◆ Aim of the exercise
Which lines in the records below contain the word "paths"? Report each of them.

◆ Records
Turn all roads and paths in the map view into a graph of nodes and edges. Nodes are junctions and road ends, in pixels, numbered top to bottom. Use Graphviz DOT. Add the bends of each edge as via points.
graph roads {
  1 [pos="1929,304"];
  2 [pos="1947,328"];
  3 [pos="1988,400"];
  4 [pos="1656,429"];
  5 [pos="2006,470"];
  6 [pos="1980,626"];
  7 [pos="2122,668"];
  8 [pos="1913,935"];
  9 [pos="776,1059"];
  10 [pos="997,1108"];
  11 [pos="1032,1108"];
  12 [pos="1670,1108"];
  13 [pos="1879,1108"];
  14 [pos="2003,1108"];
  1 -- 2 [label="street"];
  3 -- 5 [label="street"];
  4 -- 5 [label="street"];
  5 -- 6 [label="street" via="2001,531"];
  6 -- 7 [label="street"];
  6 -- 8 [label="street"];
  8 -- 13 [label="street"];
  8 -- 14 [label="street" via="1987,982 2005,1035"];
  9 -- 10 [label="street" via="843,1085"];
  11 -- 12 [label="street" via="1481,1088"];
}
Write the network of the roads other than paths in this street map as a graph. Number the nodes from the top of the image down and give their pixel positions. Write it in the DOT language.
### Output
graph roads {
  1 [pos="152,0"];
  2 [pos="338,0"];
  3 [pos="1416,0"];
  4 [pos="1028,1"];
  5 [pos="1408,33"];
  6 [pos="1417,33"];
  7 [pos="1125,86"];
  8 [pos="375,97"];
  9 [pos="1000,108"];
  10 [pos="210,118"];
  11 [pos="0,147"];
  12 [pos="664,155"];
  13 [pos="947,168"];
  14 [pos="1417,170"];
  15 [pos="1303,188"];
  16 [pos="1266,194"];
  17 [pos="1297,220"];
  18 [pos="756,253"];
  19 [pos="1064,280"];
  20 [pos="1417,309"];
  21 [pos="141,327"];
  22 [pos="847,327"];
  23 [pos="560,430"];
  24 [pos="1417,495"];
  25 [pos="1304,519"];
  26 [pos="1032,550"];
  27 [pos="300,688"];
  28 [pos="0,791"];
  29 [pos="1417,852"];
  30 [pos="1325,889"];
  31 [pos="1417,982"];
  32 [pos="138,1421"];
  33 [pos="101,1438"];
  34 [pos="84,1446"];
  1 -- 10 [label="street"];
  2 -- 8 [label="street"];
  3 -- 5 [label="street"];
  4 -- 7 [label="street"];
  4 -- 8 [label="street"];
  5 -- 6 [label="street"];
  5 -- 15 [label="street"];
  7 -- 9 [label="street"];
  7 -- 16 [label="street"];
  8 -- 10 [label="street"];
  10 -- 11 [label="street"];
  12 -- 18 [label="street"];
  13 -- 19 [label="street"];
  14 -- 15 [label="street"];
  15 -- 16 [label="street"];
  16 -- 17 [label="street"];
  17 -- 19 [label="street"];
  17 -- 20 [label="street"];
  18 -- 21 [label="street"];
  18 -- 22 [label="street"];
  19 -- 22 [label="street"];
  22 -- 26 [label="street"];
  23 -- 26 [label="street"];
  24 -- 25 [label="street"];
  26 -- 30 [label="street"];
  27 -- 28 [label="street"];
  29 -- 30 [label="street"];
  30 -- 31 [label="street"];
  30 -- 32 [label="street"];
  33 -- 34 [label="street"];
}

◆ Solved problem
Turn all roads and paths in the map view into a graph of nodes and edges. Nodes are junctions and road ends, in pixels, numbered top to bottom. Use Graphviz DOT. Add the bends of each edge as via points.
Write the network of the roads other than paths in this street map as a graph. Number the nodes from the top of the image down and give their pixel positions. Write it in the DOT language.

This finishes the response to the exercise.